The Micro Four Thirds sensor in this camera is smaller than the Canon M200. With a base ISO of 200, this camera produces more noise in the shadows than the M200 and the Sony a5100. There are, however, many affordable lenses in the MFT family that will work nicely with this camera and it can also be fitted with an adapter to expand it even further.

Sony a5100 (B&H, Amazon)

  • 28.2mm APS-C Sensor
  • 1080p 60fps
  • 16-50mm Lens
  • $549

Though it may have been released back in September of 2014, this camera is no grandpa when it comes to specs. It incorporates the largest sensor of the pack, at 28.2mm APS-C, and can shoot 1080p at 60fps. It lacks any ability to record in 4K so if that’s something you require, strike this one from your list now.

I very rarely require 4K for any of my work, but I often film in 4K just to give myself that extra ability to punch-in in post, and also for the illusion that I’m ‘future proofing’ my work. I don’t know what the future holds, but as of now no one is really asking for a 4K final delivery and 1080p HD is fine.

The Sony a5100 also has an interchangeable Sony E-Mount lens system that has a full range of affordable glass, and it’s also easily adaptable to other lens mounts.

Verdict?

Whereas the Sony a5100 is the clear winner in the above video, I think any one of these cameras would make a fine all-in-one for a content creator. I like that the Panasonic has an external microphone jack, but it’s at the bottom of my list for the MFT sensor it incorporates and the build quality.

I will point out that, although he mentions in the video that the G7 is limited in its ISO settings, all cameras increase ISO speed by a factor of 2 and all of those settings in-between are done through software on every camera. For the best results, you should always try to shoot at your camera’s base ISO speed.
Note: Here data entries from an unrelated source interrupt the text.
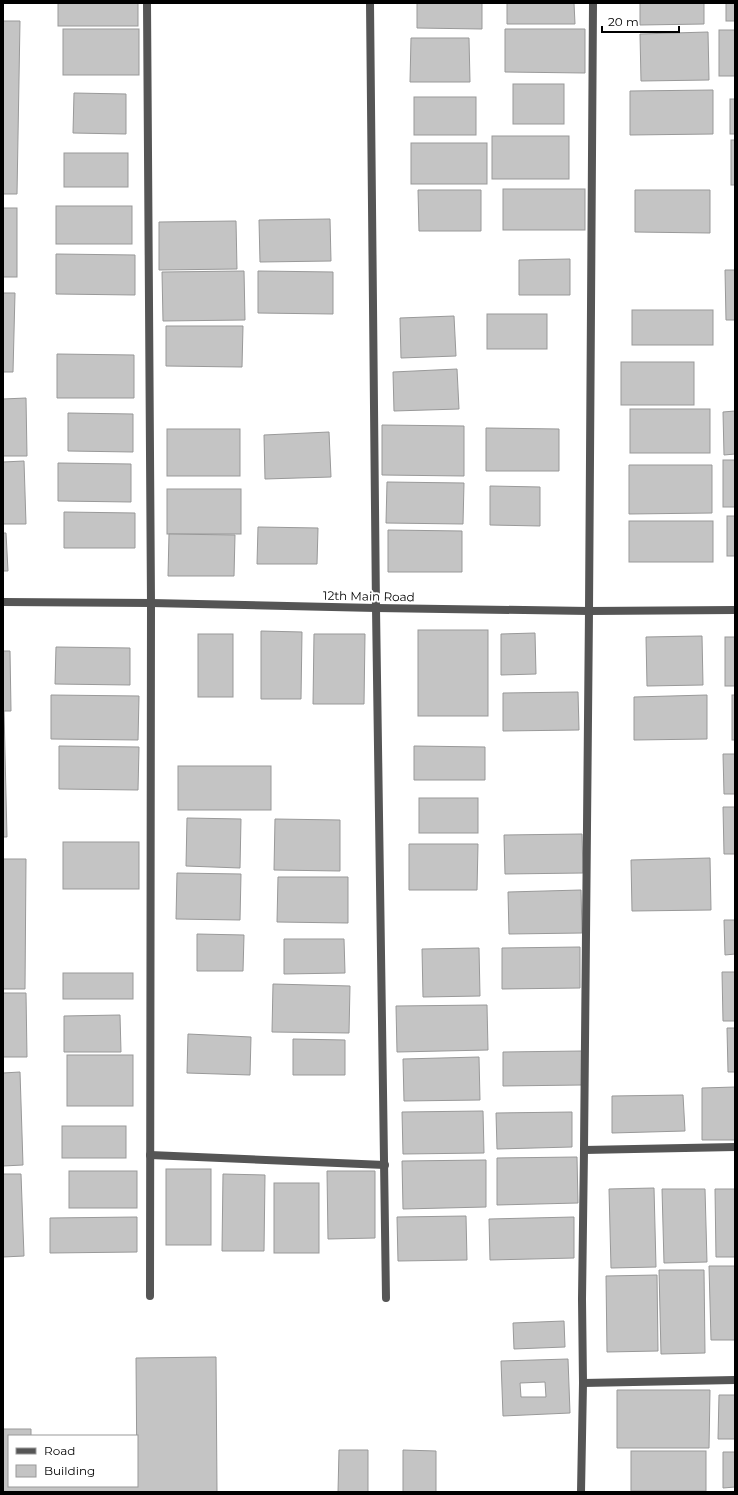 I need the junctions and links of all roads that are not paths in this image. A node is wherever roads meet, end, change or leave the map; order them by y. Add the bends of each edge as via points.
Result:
1 (147, 3) edge
2 (370, 3) edge
3 (592, 3) edge
4 (3, 602) edge
5 (151, 603) junction
6 (376, 608) junction
7 (735, 610) edge
8 (589, 611) junction
9 (735, 1147) edge
10 (584, 1150) junction
11 (150, 1155) junction
12 (385, 1165) junction
13 (150, 1296) dead end
14 (386, 1298) dead end
15 (735, 1380) edge
16 (583, 1383) junction
17 (581, 1492) edge

1 - 5 street
2 - 6 street
3 - 8 street
4 - 5 street, 12th Main Road
5 - 6 street, 12th Main Road
5 - 11 street
6 - 8 street, 12th Main Road
6 - 12 street
7 - 8 street, 12th Main Road
8 - 10 street
9 - 10 street
10 - 16 street
11 - 12 street
11 - 13 street
12 - 14 street
15 - 16 street
16 - 17 street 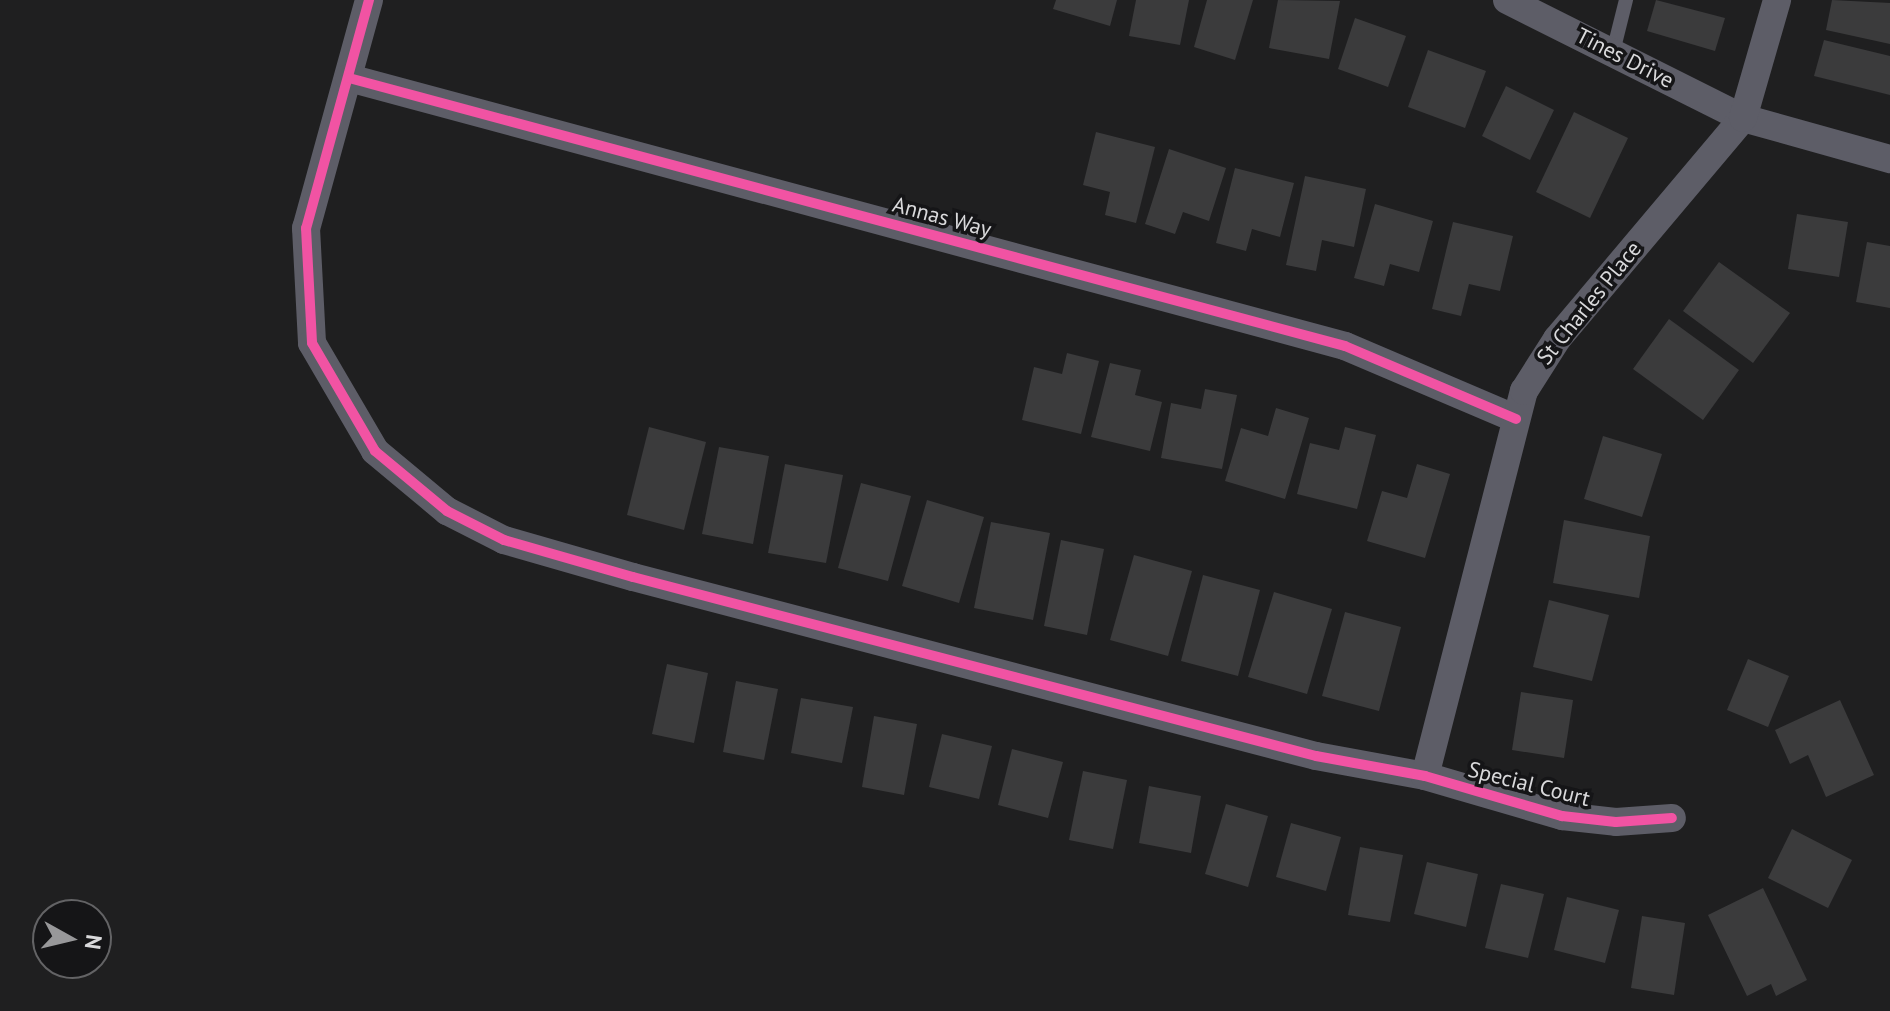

The Canon color science has always been the most accurate for skin tones to me, and I think the added magenta in his comparison is just an unchecked setting on his camera.

If you’re just starting out and looking for something to get going, consider the lens system that you’re buying into. You’ll spend more on lenses overtime than you ever will on a camera body. And though you can adapt the mount for some lens systems, native glass will always work best for autofocus.

It’s great that these cameras still have life 5-6 years after their release. For added savings, you can head over to eBay and pick-up a used one too.

What budget cameras are you using to film your content? More expensive systems offer more professional features but that doesn’t always mean that they’re the right choice or that they’ll yield more professional results. Content is king.